Part I: Where I Tell you How Much I Love Van Morrison

I never would have listened to this record had it not been for that breakup.

Sometimes you need a good breakup to lead you into something.  You use the end of the relationship as an excuse for working out more, or gardening, or maybe even something creepier like pursuing lepidoptery.

Eventually that old relationship ending is what leads you into a new relationship, and you think, “had I never taken that cooking class, I never would have met this person…”  When that person leaves you too and you are conducting the autopsy on yet another failed relationship, you can admit to yourself that you were not self-improving, but merely using an external object or activity to distract you from your pain.  But every so often you will truly use the heartbreak to take another step on that well-worn highway between the town of Innocence and the bleak urban landscape that is Experience.  Every once in a while your aching soul will lead you to a record like the oft overlooked Veedon Fleece.

I was a good Van Morrison acolyte, even before the breakup.  I came to him the way many music fans of my generation did, by way of “Brown Eyed Girl,” falling in love with the song before I was old enough to understand that it was a song that the man himself grouchily dismissed.

I fell in love with Morrison back in those days when the fact that my parents also loved the guy was a good thing.  They giggled while I danced arhythmically to “Ro Ro Rosey” in the living room with my toddler’s Buddha belly and peanut butter and jelly festooned cheeks.  I can remember “It Stoned Me” coming on my mom’s oldies radio station, probably crammed in between The Chordettes singing “Lollipop” in a round, and the insane falsetto of Frankie Valli on “Walk Like a Man.”  We would belt out the chorus singing, “Ohhhhhhhhh the water… Ohhhhhhh the water… Let it run all over me,” neither one of us were aware of the implications of the song.

I graduated to Morrison’s more hip efforts via The Last Waltz.  My father exposed me to Scorsese’s concert film not long after he caught me listening to Bobby Brown’s catchy and insipid “On Our Own,” from the Ghostbusters II soundtrack.  The old man was pretty ashamed that a son of his “was getting into stuff like that.”

He sat me down in front of our Zenith and pushed the tape into the VCR (I knew that he was serious because I could see from the box that he had gone all the way to the Blockbuster on Altamont Avenue to rent the film.  This meant that he had first gone to the more conveniently located Crazie Nick’s Video, but had been frustrated by the fact that they only had porn and 27 copies of Robin Hood: Prince of Thieves, at which point he must have driven all the way over to the other side of town to obtain this important document.)

“This is the movie I was telling you about,” he explained.

I had no recollection of the conversation where he had told me about this film, but I nodded my head like I did.  My old man was working hard to impart some kind of ancient wisdom to me, and I was going to listen.

At the time I didn’t realize how famous and important these faces were.  The mythical Staples Singers, the ethereal Joni Mitchel, the incomparable Ronnie Hawkins.  Of course, I had heard of Neil Young, but I hardly recognized him because he was not singing “Keep on Rockin’ the Free World,” which PYX 106 had convinced me was his only contribution to the history of rock and roll.

I wondered where my dad had acquired the knowledge of these people whose names he called out as they trotted onto the stage, and how he knew all the words to all these songs.  Muddy Waters, Dr.
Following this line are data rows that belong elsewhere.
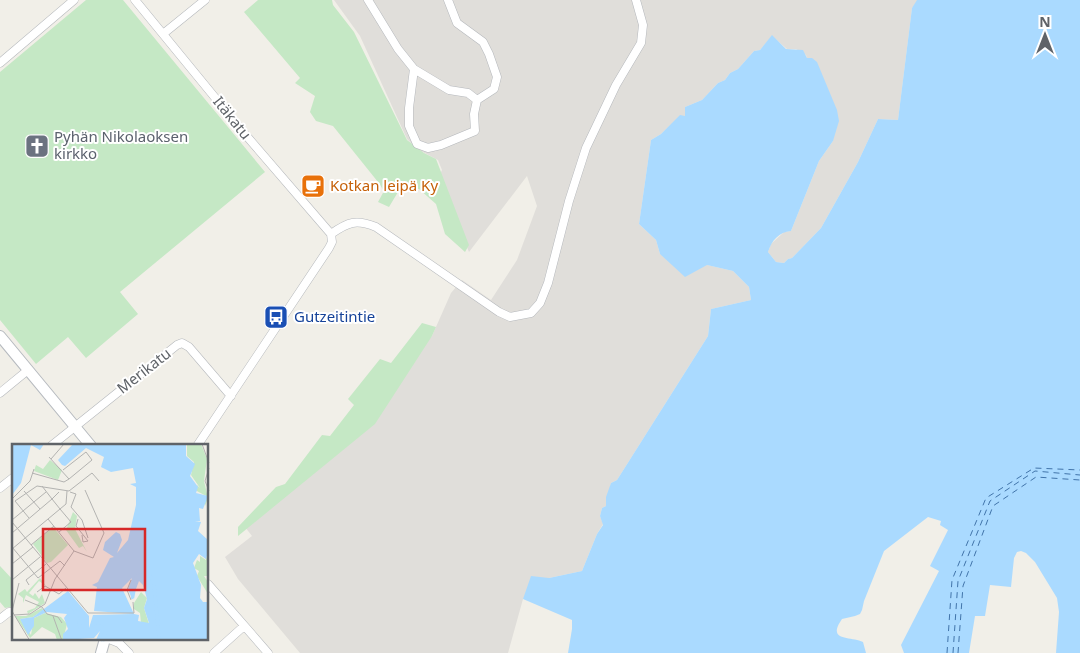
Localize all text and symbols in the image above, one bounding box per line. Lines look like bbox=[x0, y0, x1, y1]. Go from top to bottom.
north arrow bbox=[1020, 10, 1070, 60]
text: N bbox=[1039, 12, 1051, 31]
street label: Itäkatu bbox=[209, 92, 256, 143]
place label: Pyhän Nikolaoksen kirkko bbox=[54, 126, 188, 163]
church icon: Pyhän Nikolaoksen kirkko bbox=[24, 133, 50, 159]
cafe icon: Kotkan leipä Ky bbox=[300, 173, 326, 199]
place label: Kotkan leipä Ky bbox=[330, 175, 438, 195]
bus stop icon: Gutzeitintie bbox=[263, 304, 289, 330]
place label: Gutzeitintie bbox=[294, 306, 375, 326]
street label: Merikatu bbox=[112, 343, 174, 398]
inset map bbox=[12, 444, 209, 640]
John, and Emmylou Harris may as well have been key grips and camera operators because despite their supposed import, they had never been on any radio station I knew.

But Van Morrison I recognized.  Van Morrison I understood. Even though I didn’t know these songs, I knew what he was doing.  Van Morrison acted like the concert belonged to him.  He made it seem like The Band had not been Bob Dylan’s band first, but Van’s band last.  Van kicked and howled his way through “Caravan,” like he intended to smash his way through the television, trying to get at me, voyeur and imposter that I was, and I wasn’t sure the glass was enough to keep me safe.
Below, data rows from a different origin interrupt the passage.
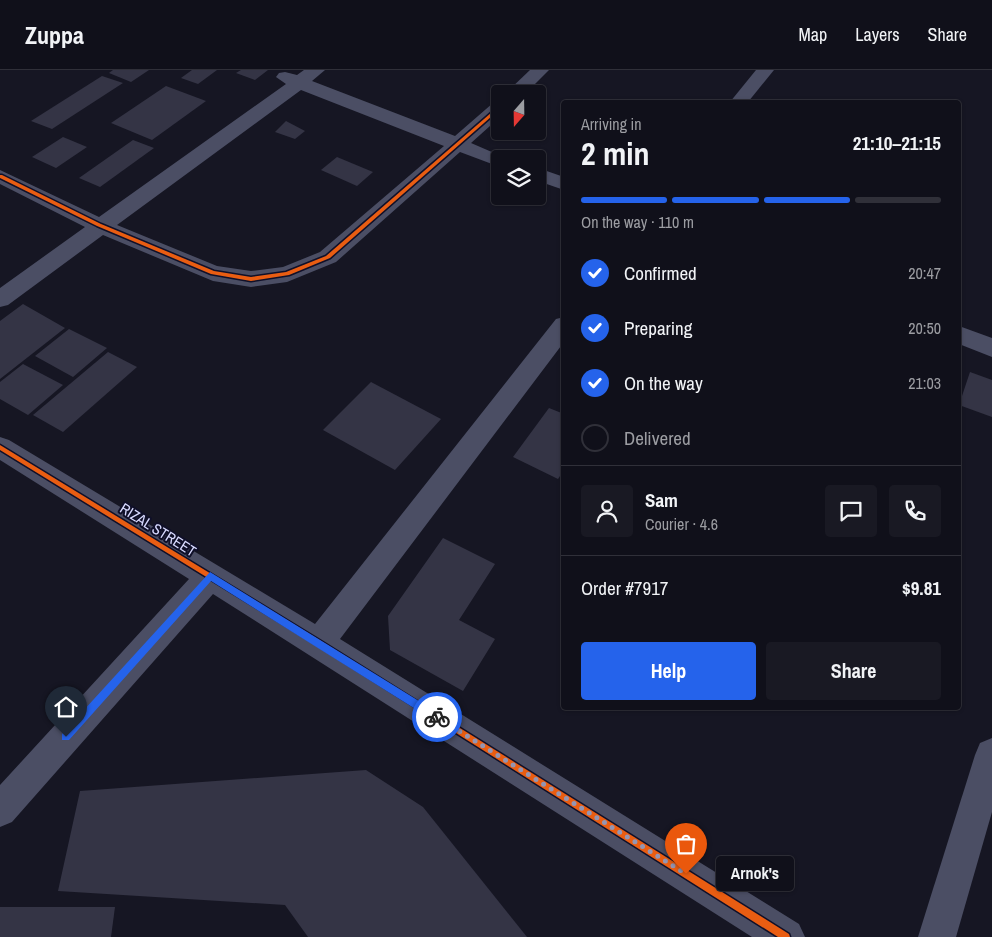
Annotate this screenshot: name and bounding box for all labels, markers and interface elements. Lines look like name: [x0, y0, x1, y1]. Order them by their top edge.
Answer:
text: Zuppa: [25, 19, 84, 51]
text: Map: [799, 22, 827, 47]
text: Layers: [855, 22, 900, 47]
text: Share: [928, 22, 967, 47]
north arrow: [491, 85, 546, 140]
map controls: [491, 85, 546, 205]
text: Arriving in: [581, 113, 642, 135]
text: 21:10–21:15: [853, 130, 941, 156]
text: 2 min: [581, 132, 650, 175]
button: layers: [491, 150, 546, 205]
text: On the way · 110 m: [581, 211, 694, 233]
icon: check: [581, 259, 609, 287]
text: Confirmed: [624, 260, 697, 286]
text: 20:47: [908, 262, 941, 284]
icon: check: [581, 314, 609, 342]
text: Preparing: [624, 315, 692, 341]
text: 20:50: [908, 317, 941, 339]
icon: check: [581, 369, 609, 397]
text: On the way: [624, 370, 703, 396]
text: 21:03: [908, 372, 941, 394]
text: Delivered: [624, 425, 691, 451]
button: person: [581, 485, 633, 537]
button: chat: [825, 485, 877, 537]
button: phone: [889, 485, 941, 537]
text: Sam: [645, 487, 678, 513]
street label: RIZAL STREET: [116, 498, 201, 562]
text: Courier · 4.6: [645, 513, 718, 535]
text: Order #7917: [581, 575, 668, 601]
text: $9.81: [902, 575, 941, 601]
button: Help: [581, 642, 756, 700]
button: Share: [766, 642, 941, 700]
pin: [45, 686, 87, 737]
courier: [412, 692, 462, 742]
icon: home: [52, 693, 80, 721]
icon: bike: [423, 703, 451, 731]
pin: [665, 823, 707, 874]
icon: bag: [672, 830, 700, 858]
callout: Arnok's: [716, 856, 794, 892]
text: Arnok's: [731, 862, 779, 884]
Suffice it to say it was a life changing experience.

After that, I made sure to keep his Best Of catalog handy, digging on “Domino,” and “Jackie Wilson Said,” when I needed a changeup from Otis Redding or The Animals.  I learned a bit about Them and grooved on their version of “Please Don’t Go.” I discovered “Gloria” (by way of Jimi Hendrix, of course), and I came to hate the sexless and vapid John Mellencamp/ M’chel N’degochelo cover version of “Wild Night.”

I bemoaned the grumpy, late career slide into MOR mediocrity that was happening concurrent to all the discoveries I was making during my adolescence in the 90s, but I refused to allow a bad word to be spoken in my presence.  Only I could complain because Van knew I loved him.  Van and I had an understanding.

 

Part II: The Part Where I Fell in Love with Astral Weeks

And then, as can be expected, a shaman like friend, one familiar with the dark arts and bad weed, introduced me to Astral Weeks.  I bristled at first.  I resisted its strange rhythms, its pulsing, mystic waves.  I complained of the way it would tempt with the vaguest whiff of the accessible, carefree melodies of Morrison’s early work, and then trap you when you fell for the trick, thereby imprisoning you behind the bars of its bittersweet musings.

VAN-MORRISON3

Though I had resisted at first, I soon came to love, and embrace the record and then quickly eschew all other Van Morrison work once I realized that this 40 some minute record, impossibly made by a 23 year old alcoholic, was probably the most extraordinary and perfect musical achievement of the 20th century.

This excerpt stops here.